Aku pasti bisa! Yakan? – Krist
Semua akan baik-baik saja. Yakan? – Singto
Rumah
Acara akhirnya selesai dan semua kembali ke rumah masing-masing termasuk Krist dan Singto.
“Singto kamu pindah ke kamar istri kamu. Jangan lupa buatkan kakek cucu ya.” Ucap Kakek Singto dengan gembira.
Singto dengan terkejut memandang ke arah Krist. Krist mengeratkan genggamannya sambil masih menatap lurus ke depan.
“Kek, biarin Singto tidur sama Krist aja.”
“Gak bisa gitu dong! Kan ini malam pertamamu dengan istrimu. Biarkan Krist tidur sendiri.”
Krist melonggarkan genggamannya lalu menatap Singto. Singto menatapnya balik dengan muka khawatir.
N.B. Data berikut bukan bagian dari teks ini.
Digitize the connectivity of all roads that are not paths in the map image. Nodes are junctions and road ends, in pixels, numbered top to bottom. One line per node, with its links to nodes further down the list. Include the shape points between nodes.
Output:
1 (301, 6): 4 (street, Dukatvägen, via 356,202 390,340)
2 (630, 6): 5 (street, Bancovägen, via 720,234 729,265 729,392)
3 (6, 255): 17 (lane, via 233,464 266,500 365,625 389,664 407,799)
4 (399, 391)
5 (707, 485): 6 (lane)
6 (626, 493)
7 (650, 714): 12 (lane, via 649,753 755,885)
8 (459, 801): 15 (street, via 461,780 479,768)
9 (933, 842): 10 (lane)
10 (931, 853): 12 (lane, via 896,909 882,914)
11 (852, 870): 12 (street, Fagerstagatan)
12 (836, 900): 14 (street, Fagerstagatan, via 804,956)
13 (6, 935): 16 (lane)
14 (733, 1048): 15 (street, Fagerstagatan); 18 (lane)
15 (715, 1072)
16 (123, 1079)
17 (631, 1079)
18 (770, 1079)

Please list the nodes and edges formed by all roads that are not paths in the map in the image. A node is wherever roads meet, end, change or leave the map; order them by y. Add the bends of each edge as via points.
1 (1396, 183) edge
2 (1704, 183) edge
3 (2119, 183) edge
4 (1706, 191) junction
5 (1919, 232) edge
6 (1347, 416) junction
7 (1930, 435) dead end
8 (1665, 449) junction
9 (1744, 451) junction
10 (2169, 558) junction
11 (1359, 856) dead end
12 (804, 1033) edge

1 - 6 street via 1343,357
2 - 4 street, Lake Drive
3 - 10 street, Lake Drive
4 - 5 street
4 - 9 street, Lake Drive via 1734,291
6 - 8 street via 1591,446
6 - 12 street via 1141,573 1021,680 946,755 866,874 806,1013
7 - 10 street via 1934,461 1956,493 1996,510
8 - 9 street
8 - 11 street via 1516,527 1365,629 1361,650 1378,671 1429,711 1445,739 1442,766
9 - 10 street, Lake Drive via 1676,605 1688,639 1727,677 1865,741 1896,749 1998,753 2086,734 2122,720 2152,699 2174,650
Krist membelai pipi Singto lalu berkata,
“Ini malam pertama, temani istri mas aja. Adek gapapa.”
“Tapi-“
“Mas..”
“Iya...”
Krist memeluk Singto dengan erat, mencoba untuk menenangkan Singto serta hatinya yang tak bentuk lagi.
Setelah berpelukan, Krist berniat untuk berjalan ke arah kamarnya. Namun, Singto menahan lengannya, ia enggan melepas laki-laki mungil di depannya untuk tidur sendirian.
Krist yang ditahan, membalikkan badannya untuk menatap Singto sekali lagi. Krist mengusap tangan Singto yang sedang menggenggamnya, mencoba untuk menyampaikan pesan bahwa semua akan baik baik saja.
Singto akhirnya melepaskan genggamannya dengan terpaksa lalu Krist melanjutkan perjalanannya ke kamar.
Sesampainya di kamar, Krist langsung menyenderkan punggungnya di pintu kamar lalu menangis. Sementara Singto masih menatap kosong ke arah tangan yang baru saja melepaskan Krist.
Sakit. Mereka berdua sama-sama tersakiti sekarang dan tak ada yang mampu mengobati.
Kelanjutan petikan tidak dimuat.